And it consigns nutritionally poor junk to its rightful place out in the cold, says Joanna Blythman


News that sales of porridge oats have surged in the snowy weather, along with snow shovels, de-icer and hot water bottles, suggests that the battle for real food is not a lost cause.

Let's face it, when you wake up to a freezing world, a bowl of frigid cereal with a splash of semi-skimmed white water straight from the fridge just doesn't cut it. A steaming bowl of porridge with whole milk? Now that's something to fortify you before you brave the great outdoors.

Freezing weather focuses the mind and puts us back in touch with our nutritional needs. Our animal survival instincts tell us that a bowl of some overpriced, over-processed, over-sweetened cereal isn't going to sustain us.

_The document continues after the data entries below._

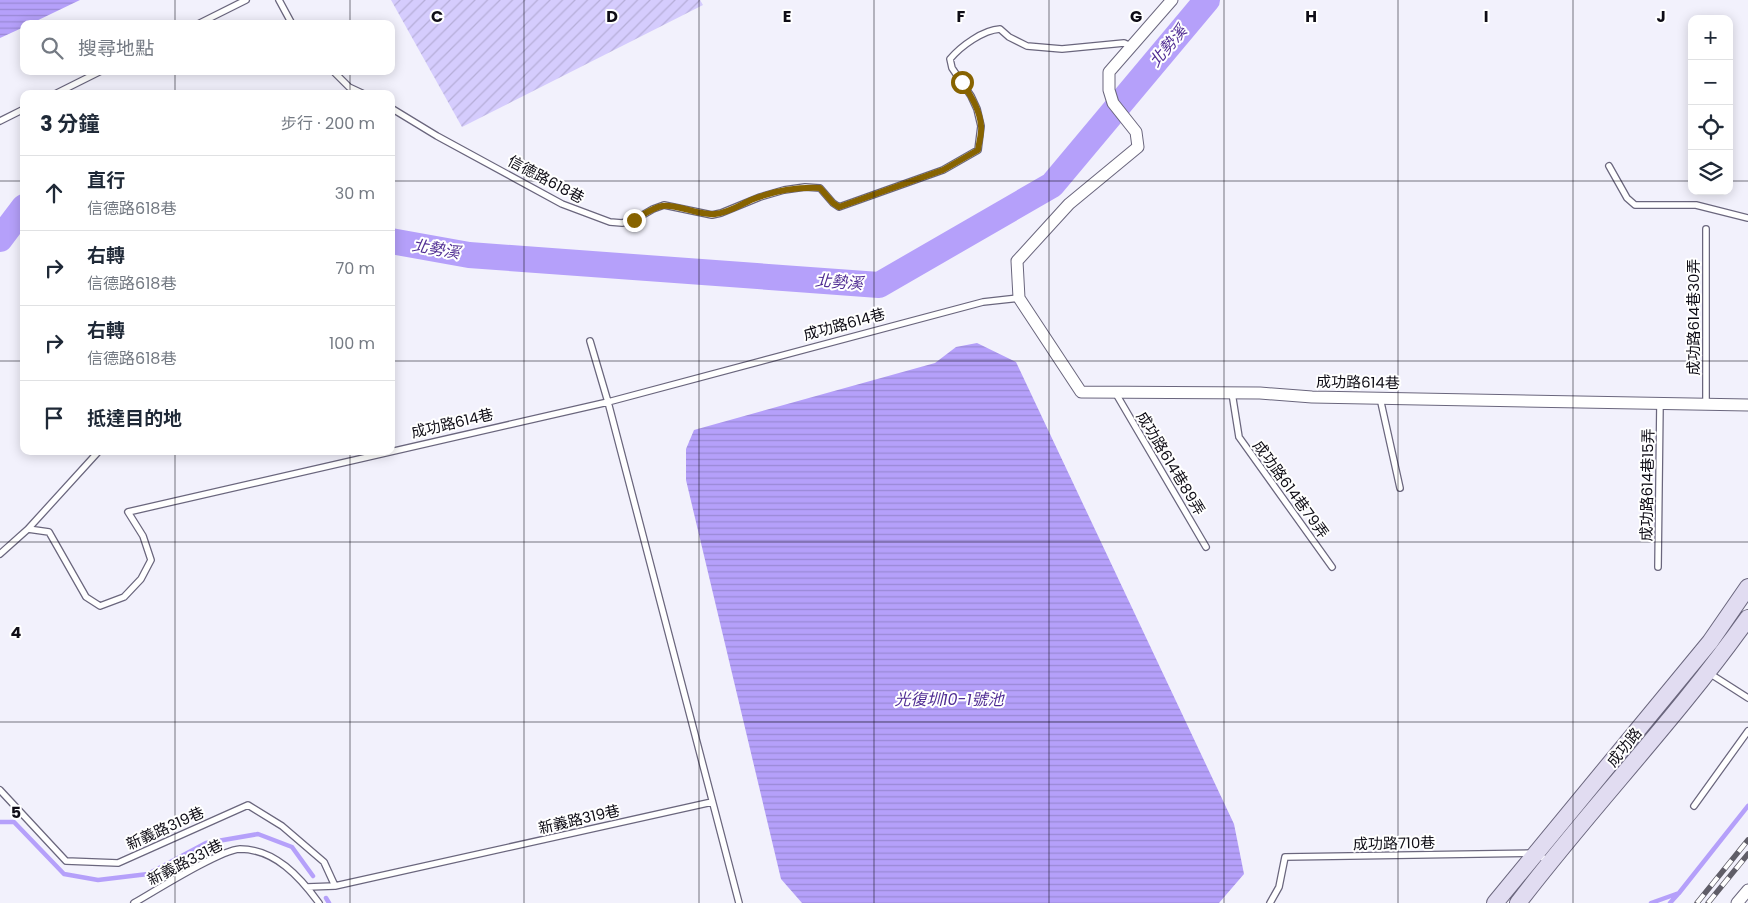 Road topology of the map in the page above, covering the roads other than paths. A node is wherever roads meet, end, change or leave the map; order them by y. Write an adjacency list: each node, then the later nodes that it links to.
1 (246, 0): 4 (lane)
2 (279, 0): 5 (lane)
3 (1172, 0): 6 (street)
4 (206, 20)
5 (290, 20)
6 (1131, 46): 11 (lane, 信德路618巷); 17 (street)
7 (93, 75): 9 (lane)
8 (337, 75): 10 (lane)
9 (63, 90)
10 (355, 90)
11 (395, 110)
12 (20, 111): 13 (lane)
13 (0, 121)
14 (1610, 166): 15 (lane)
15 (1748, 218)
16 (1706, 229): 24 (lane, 成功路614巷30弄)
17 (1019, 298): 19 (street, 成功路614巷); 22 (lane, 成功路614巷)
18 (590, 341): 22 (lane)
19 (1115, 392): 20 (street, 成功路614巷); 31 (lane, 成功路614巷89弄)
20 (1232, 393): 21 (street, 成功路614巷); 33 (lane, 成功路614巷79弄)
21 (1380, 398): 23 (street, 成功路614巷); 29 (lane)
22 (608, 402): 26 (lane, 成功路614巷); 42 (lane)
23 (1660, 403): 24 (street, 成功路614巷); 34 (lane, 成功路614巷15弄)
24 (1706, 404): 25 (street, 成功路614巷)
25 (1748, 405)
26 (395, 451)
27 (95, 455): 30 (lane)
28 (377, 455): 30 (lane, 成功路614巷)
29 (1400, 488)
30 (28, 529): 32 (lane)
31 (1206, 547)
32 (0, 554)
33 (1332, 567)
34 (1658, 567)
35 (1748, 587): 37 (street, 成功路)
36 (1748, 618): 38 (street, 成功路)
37 (1695, 660): 38 (lane); 44 (street, 成功路)
38 (1707, 672): 39 (lane); 44 (street, 成功路)
39 (1748, 698)
40 (1748, 731): 43 (lane)
41 (0, 790): 45 (lane, 新義路319巷)
42 (712, 802): 45 (lane, 新義路319巷); 50 (lane)
43 (1694, 806)
44 (1542, 858): 51 (lane, 成功路710巷); 52 (street, 成功路); 53 (street, 成功路)
45 (335, 886): 46 (lane, 新義路319巷)
46 (307, 887): 48 (lane, 新義路331巷); 49 (lane, 新義路331巷)
47 (1748, 890): 54 (street)
48 (134, 903)
49 (320, 903)
50 (739, 903)
51 (1270, 903)
52 (1495, 903)
53 (1518, 903)
54 (1737, 903) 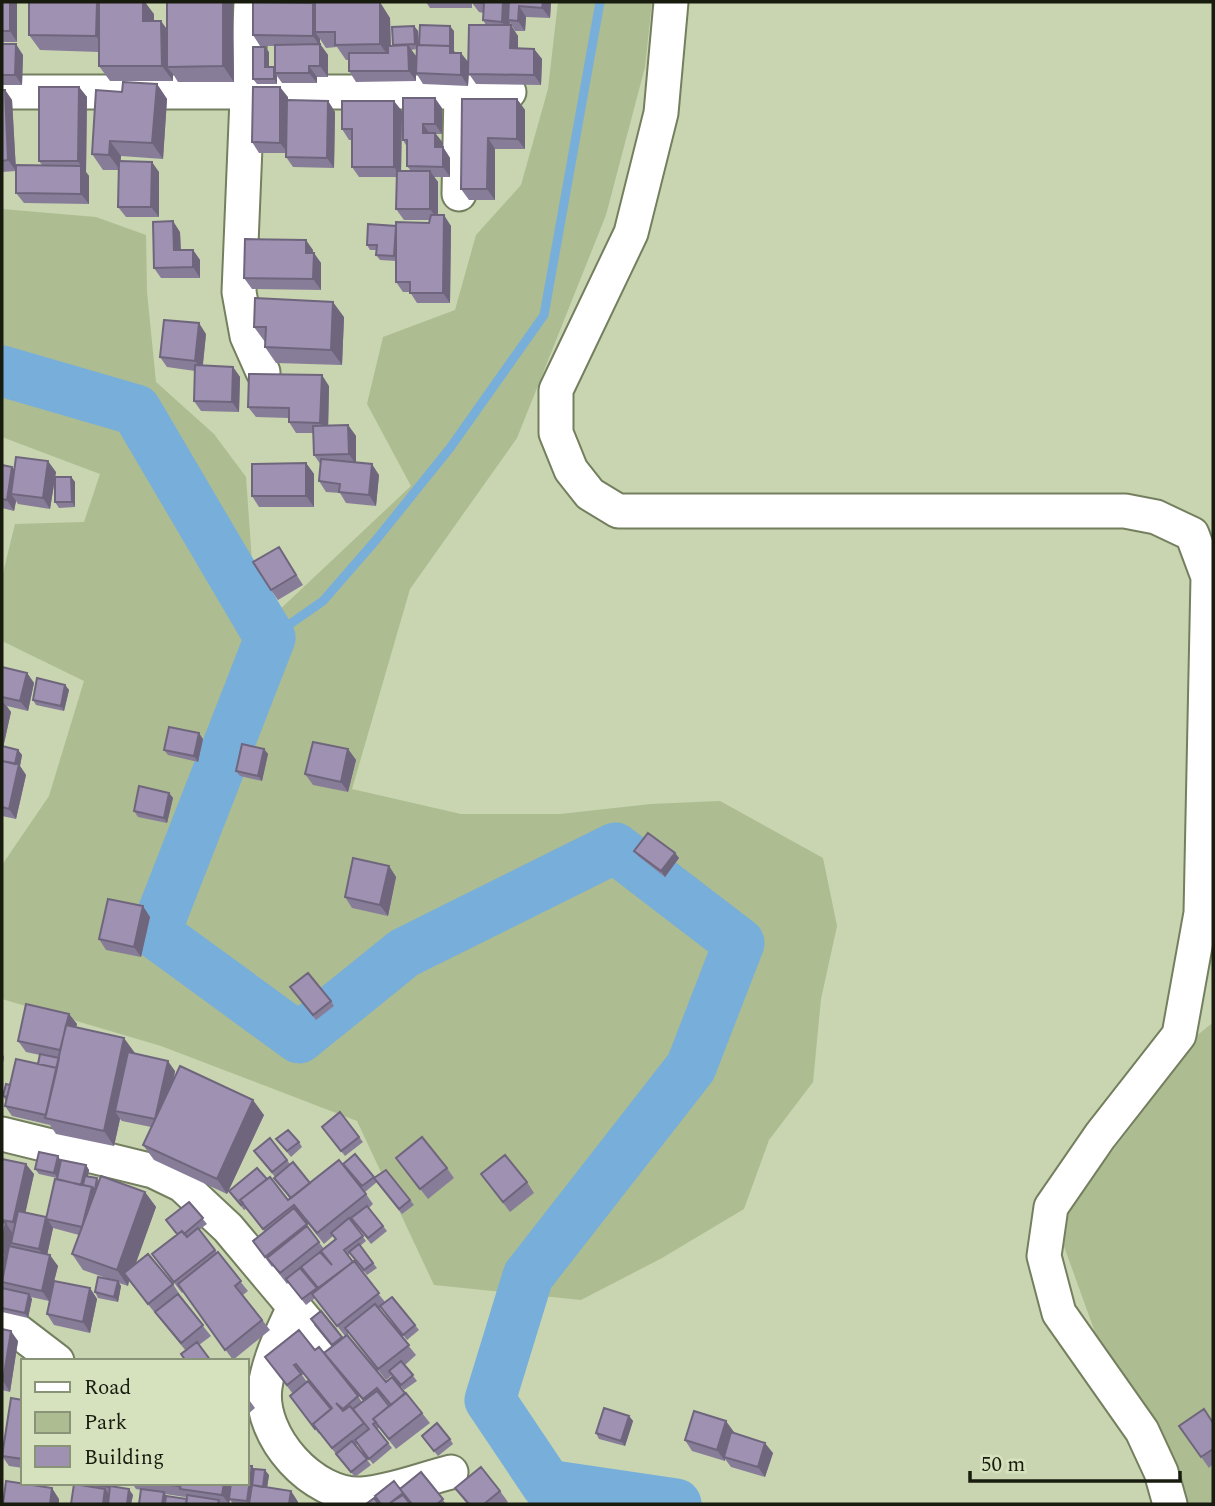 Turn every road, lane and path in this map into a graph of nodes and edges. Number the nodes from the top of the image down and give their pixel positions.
1 (251, 2) edge
2 (671, 2) edge
3 (246, 90) junction
4 (2, 92) edge
5 (461, 92) junction
6 (509, 92) dead end
7 (459, 194) edge
8 (262, 372) edge
9 (2, 1133) edge
10 (294, 1307) junction
11 (2, 1319) edge
12 (322, 1340) edge
13 (54, 1359) edge
14 (451, 1472) dead end
15 (1170, 1504) edge

1 - 3 street
2 - 15 street
3 - 4 street
3 - 5 street
3 - 8 street
5 - 6 street
5 - 7 street
9 - 10 street
10 - 12 street
10 - 14 street
11 - 13 street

Every snowfall puts us back in the mood for real food, and pulls us back from the raft of nutritionally impoverished junk that has provided manufacturers with a licence to print money. When there's a foot of snow outside the front door, that old egg marketing jingle 'Go to work on an egg' no longer seems dated, but rather appropriate. The much-demonised fat on a bacon rasher becomes something that will keep body and soul together, not a dietary evil.

My local Q Guild butcher, who has done a valiant job of fighting off opposition from the multiples mainly because his meat is so clearly infinitely better has been even busier with the snow.

His shop is opposite a large Co-op, which has been running out of meat at regular intervals, a legacy of the fact that it keeps no back-up supplies, only what's on the shelf. My butcher, on the other hand, still matures his own meat and keeps whole carcases in store. So he has been doing a roaring trade.

I suspect that he has also benefited from our hard-wired urge to keep ourselves alive by eating sustaining food, so stewing cuts such as oxtail, and tasty soup cuts like lamb shank and boiling beef, have been flying out the shop.

Let's face it, a pappy industrial pizza daubed with tomato paste and rubbery mozzarella is no competition whatsoever for a heartening bowl of Scotch broth or a Lancashire hotpot.

Sometimes it can seem that we have lost our real food instincts, but the white-out has jumpstarted them, just like a frozen, flat battery, bursting into life.

Joanna Blythman is a food journalist and author of Bad Food Britain.